Re: lexemes in prefix search going through dictionary modifications

From: Florian Pflug <fgp(at)phlo(dot)org>
To: sushant354(at)gmail(dot)com
Cc: pgsql-hackers(at)postgresql(dot)org
Subject: Re: lexemes in prefix search going through dictionary modifications
Date: 2011-10-25 16:05:46
Message-ID: 7407A709-87E3-484D-9E7B-CCBAE7187BF9@phlo.org
Views: Raw Message | Whole Thread | Download mbox | Resend email
Thread:
Lists: pgsql-hackers

On Oct25, 2011, at 17:26 , Sushant Sinha wrote:
> I am currently using the prefix search feature in text search.
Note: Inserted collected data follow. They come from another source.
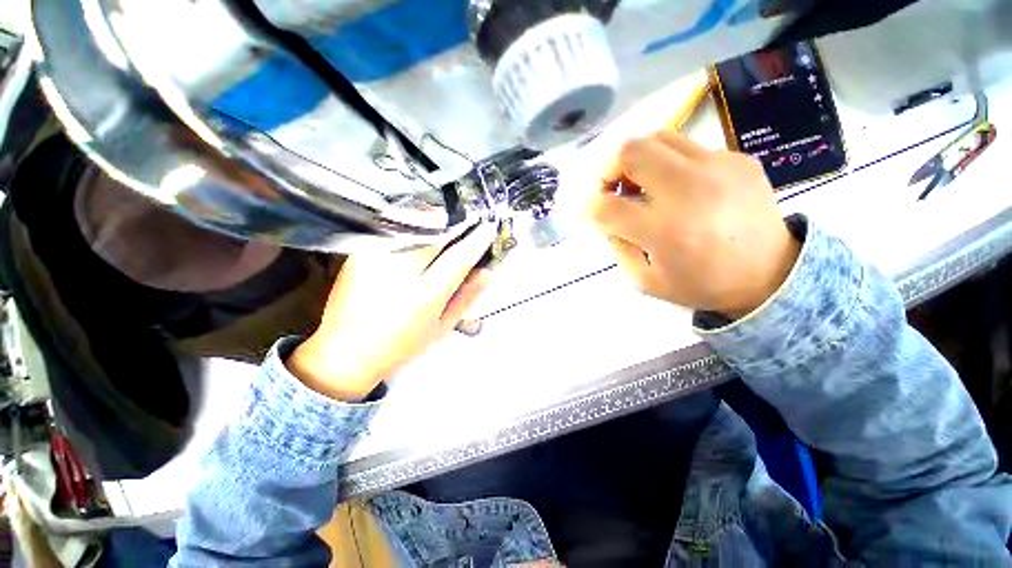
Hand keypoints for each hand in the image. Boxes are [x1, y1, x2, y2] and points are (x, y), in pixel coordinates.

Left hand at [287, 223, 496, 400]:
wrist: (345, 352)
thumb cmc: (402, 344)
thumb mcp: (443, 327)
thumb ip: (467, 297)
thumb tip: (489, 271)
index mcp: (424, 295)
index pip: (458, 257)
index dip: (477, 240)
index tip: (489, 228)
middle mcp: (399, 270)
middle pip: (436, 233)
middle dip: (456, 225)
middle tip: (468, 227)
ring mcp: (376, 258)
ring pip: (414, 226)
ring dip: (436, 223)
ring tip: (446, 232)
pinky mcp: (360, 253)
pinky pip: (396, 231)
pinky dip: (414, 229)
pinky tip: (419, 240)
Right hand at [585, 131, 799, 316]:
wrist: (771, 275)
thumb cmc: (702, 284)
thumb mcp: (645, 281)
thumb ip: (617, 246)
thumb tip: (606, 216)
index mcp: (665, 231)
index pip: (607, 207)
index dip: (587, 207)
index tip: (586, 211)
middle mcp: (690, 191)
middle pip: (629, 151)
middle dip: (606, 168)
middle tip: (610, 188)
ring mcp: (718, 168)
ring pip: (657, 137)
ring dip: (635, 159)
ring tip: (638, 183)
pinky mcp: (738, 158)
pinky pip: (687, 147)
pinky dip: (668, 164)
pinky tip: (676, 187)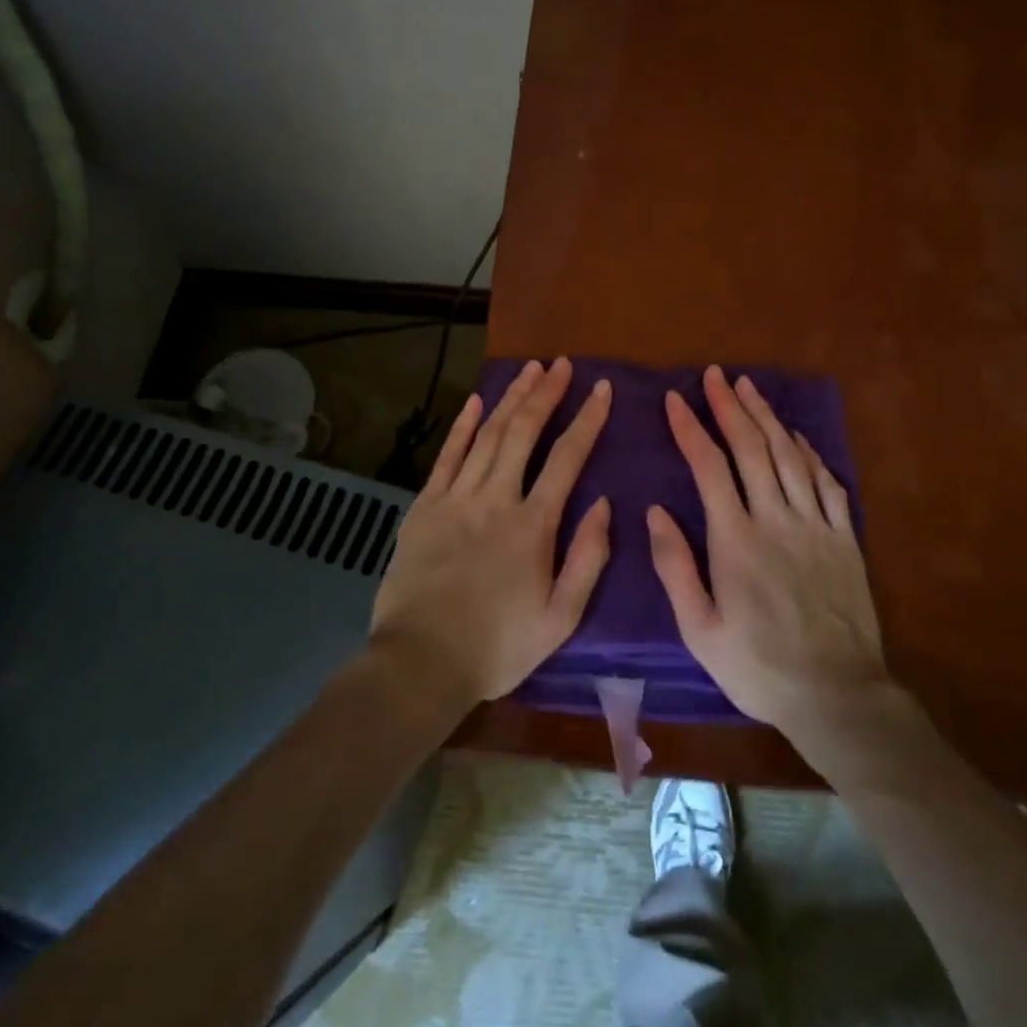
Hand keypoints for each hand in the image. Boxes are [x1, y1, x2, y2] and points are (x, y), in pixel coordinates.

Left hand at [370, 357, 612, 708]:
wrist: (421, 663)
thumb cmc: (498, 646)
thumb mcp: (561, 618)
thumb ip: (588, 558)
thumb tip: (605, 504)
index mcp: (533, 525)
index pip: (567, 458)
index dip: (587, 419)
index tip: (601, 388)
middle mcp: (496, 499)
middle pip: (524, 432)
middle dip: (546, 393)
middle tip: (562, 364)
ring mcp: (456, 499)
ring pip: (488, 435)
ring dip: (510, 399)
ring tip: (530, 369)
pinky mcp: (424, 507)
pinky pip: (447, 456)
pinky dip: (463, 426)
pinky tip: (476, 401)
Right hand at [648, 366, 892, 734]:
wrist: (837, 695)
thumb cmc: (758, 667)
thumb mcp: (700, 630)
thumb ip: (675, 567)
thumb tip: (655, 511)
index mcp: (736, 541)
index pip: (709, 467)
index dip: (691, 428)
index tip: (676, 399)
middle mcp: (776, 519)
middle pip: (752, 448)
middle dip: (730, 407)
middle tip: (716, 376)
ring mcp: (815, 525)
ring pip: (789, 455)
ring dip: (767, 417)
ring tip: (749, 388)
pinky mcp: (844, 538)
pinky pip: (826, 482)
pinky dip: (809, 452)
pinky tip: (796, 436)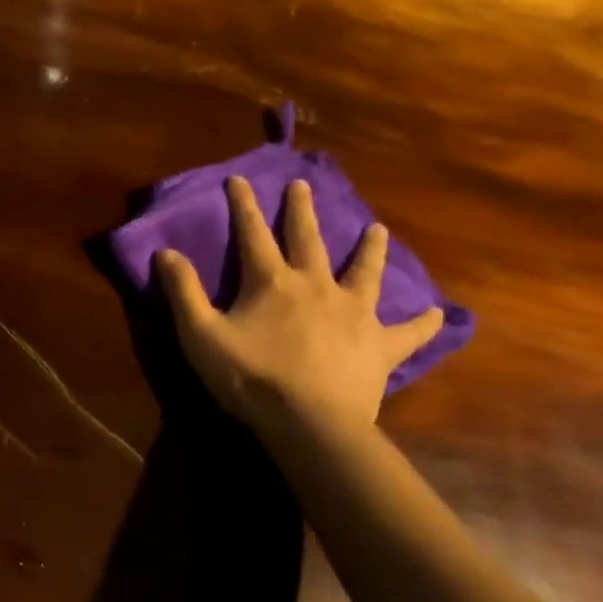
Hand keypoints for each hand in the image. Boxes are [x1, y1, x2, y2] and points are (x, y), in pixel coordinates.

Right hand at [155, 176, 444, 435]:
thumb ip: (183, 292)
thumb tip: (165, 252)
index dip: (245, 205)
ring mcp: (354, 314)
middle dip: (302, 211)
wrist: (310, 423)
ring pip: (364, 273)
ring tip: (378, 229)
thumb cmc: (251, 377)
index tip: (240, 178)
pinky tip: (437, 313)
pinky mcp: (380, 346)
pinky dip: (421, 323)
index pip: (253, 234)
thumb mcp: (201, 335)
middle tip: (303, 185)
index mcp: (272, 282)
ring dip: (370, 249)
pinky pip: (407, 332)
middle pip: (309, 240)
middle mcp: (316, 286)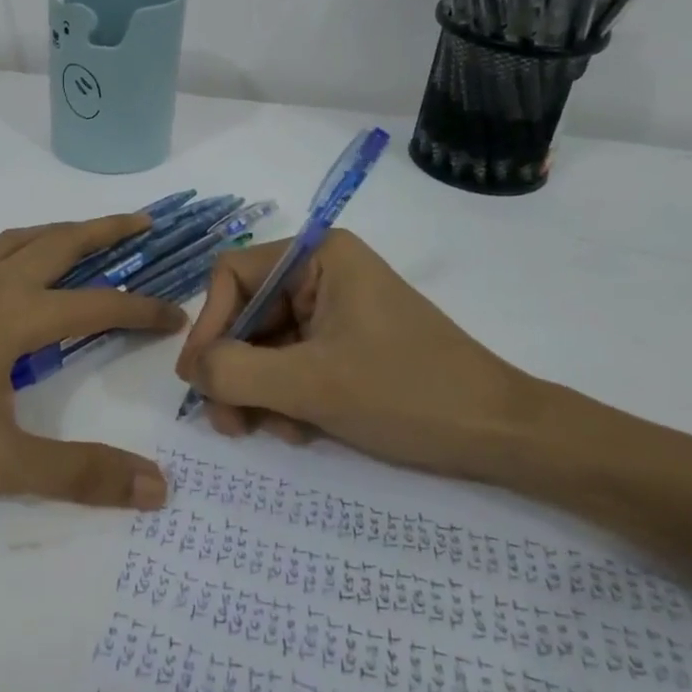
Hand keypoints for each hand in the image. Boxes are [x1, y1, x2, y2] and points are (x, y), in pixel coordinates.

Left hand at [0, 214, 185, 509]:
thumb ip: (78, 473)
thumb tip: (157, 488)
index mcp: (17, 315)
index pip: (99, 304)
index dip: (143, 309)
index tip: (176, 315)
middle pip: (63, 241)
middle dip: (109, 229)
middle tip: (144, 221)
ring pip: (20, 238)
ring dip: (61, 230)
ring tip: (84, 233)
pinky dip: (16, 246)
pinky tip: (6, 269)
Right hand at [174, 230, 533, 482]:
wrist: (501, 435)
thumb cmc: (406, 393)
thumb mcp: (310, 384)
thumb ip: (234, 372)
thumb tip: (190, 369)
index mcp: (319, 256)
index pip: (232, 275)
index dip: (209, 325)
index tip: (198, 380)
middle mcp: (323, 273)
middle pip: (248, 314)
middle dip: (235, 370)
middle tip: (227, 423)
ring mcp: (337, 309)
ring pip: (267, 345)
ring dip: (259, 391)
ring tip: (270, 433)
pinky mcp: (348, 343)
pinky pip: (294, 362)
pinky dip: (286, 397)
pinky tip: (299, 430)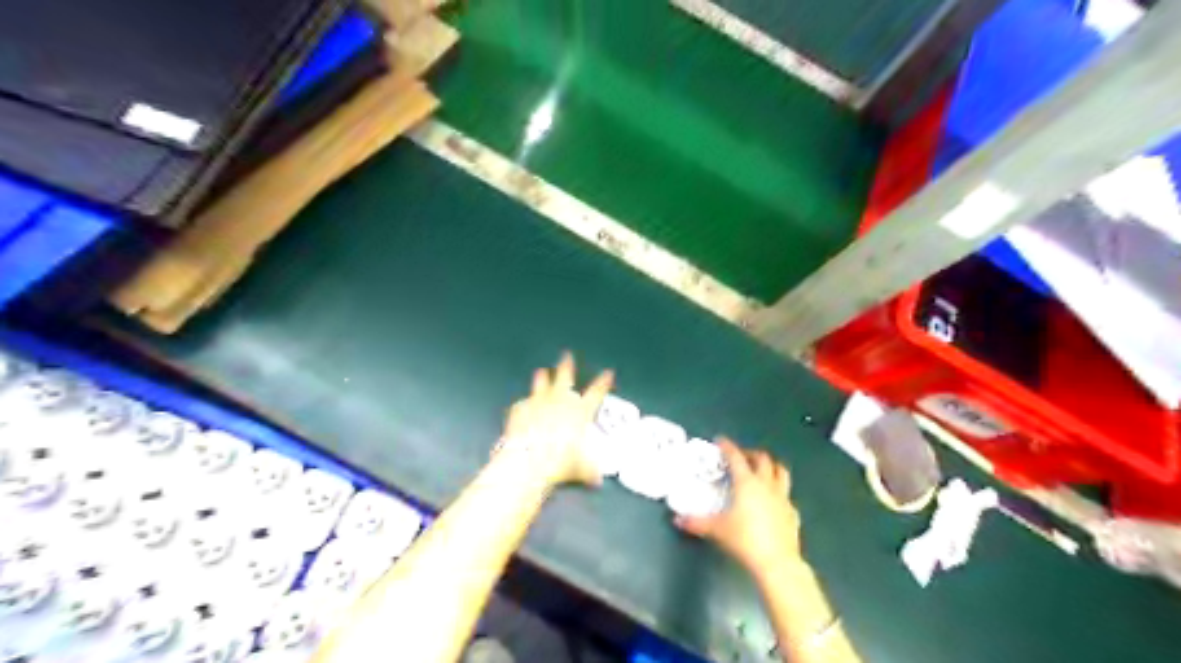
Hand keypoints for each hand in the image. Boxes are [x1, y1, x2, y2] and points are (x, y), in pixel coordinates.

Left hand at [498, 351, 614, 487]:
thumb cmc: (561, 461)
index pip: (597, 391)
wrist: (530, 460)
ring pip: (541, 384)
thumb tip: (595, 479)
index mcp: (580, 411)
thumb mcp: (582, 468)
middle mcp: (560, 401)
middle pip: (565, 376)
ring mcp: (538, 402)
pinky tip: (522, 407)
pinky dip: (524, 405)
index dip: (603, 382)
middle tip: (566, 355)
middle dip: (567, 365)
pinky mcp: (520, 409)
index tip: (608, 373)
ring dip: (542, 378)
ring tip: (541, 372)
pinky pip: (522, 404)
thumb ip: (589, 470)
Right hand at [674, 444, 801, 576]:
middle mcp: (766, 484)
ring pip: (781, 471)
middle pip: (762, 459)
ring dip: (770, 466)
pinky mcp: (792, 512)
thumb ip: (696, 522)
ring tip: (761, 470)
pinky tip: (772, 500)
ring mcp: (783, 497)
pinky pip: (786, 494)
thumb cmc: (744, 540)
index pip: (736, 457)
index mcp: (747, 483)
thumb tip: (677, 519)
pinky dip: (778, 491)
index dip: (728, 446)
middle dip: (750, 453)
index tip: (720, 440)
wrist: (777, 562)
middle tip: (740, 457)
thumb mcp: (717, 530)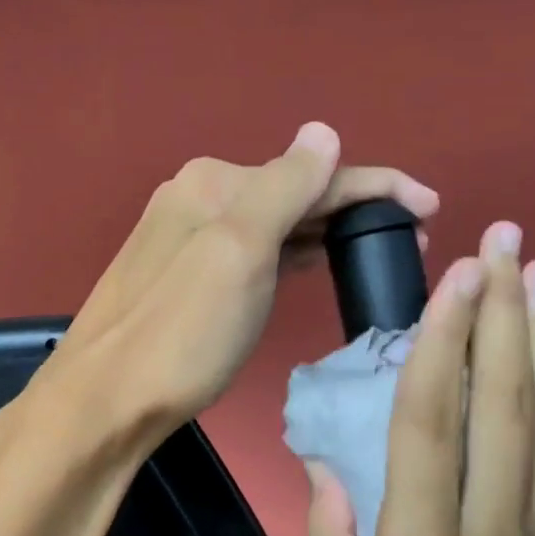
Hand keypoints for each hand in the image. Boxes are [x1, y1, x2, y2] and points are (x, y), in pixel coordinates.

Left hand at [45, 122, 437, 439]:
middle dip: (353, 208)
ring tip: (375, 250)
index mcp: (214, 183)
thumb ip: (283, 188)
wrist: (104, 402)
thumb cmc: (181, 334)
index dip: (376, 186)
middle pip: (292, 193)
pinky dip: (291, 251)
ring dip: (325, 230)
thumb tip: (322, 133)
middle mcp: (197, 198)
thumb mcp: (239, 254)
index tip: (430, 208)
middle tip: (409, 240)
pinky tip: (312, 261)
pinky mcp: (184, 276)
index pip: (311, 172)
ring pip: (273, 222)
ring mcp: (187, 239)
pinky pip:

I find
> that the prefix characters are treated the same as a normal lexeme and
> passed through stemming and stopword dictionaries. This seems like a bug
> to me.

Hm, I don't think so. If they don't pass through stopword dictionaries,
then queries containing stopwords will fail to find any rows - which is
probably not what one would expect.

Here's an example:

Query for records containing the* and car*. The @@-operator returns true,
because the stopword is removed from both the tsvector and the tsquery
(the 'english' dictionary drops 'these' as a stopward and stems 'cars' to
'car. Both the tsvector and the query end up being just 'car')

postgres=# select to_tsvector('english', 'these cars') @@ to_tsquery('english', 'the:* & car:*');
?column?
----------
t
(1 row)

Here what happens stopwords aren't removed from the query
(Now, the tsvector ends up being 'car', but the query is 'the:* & car:*')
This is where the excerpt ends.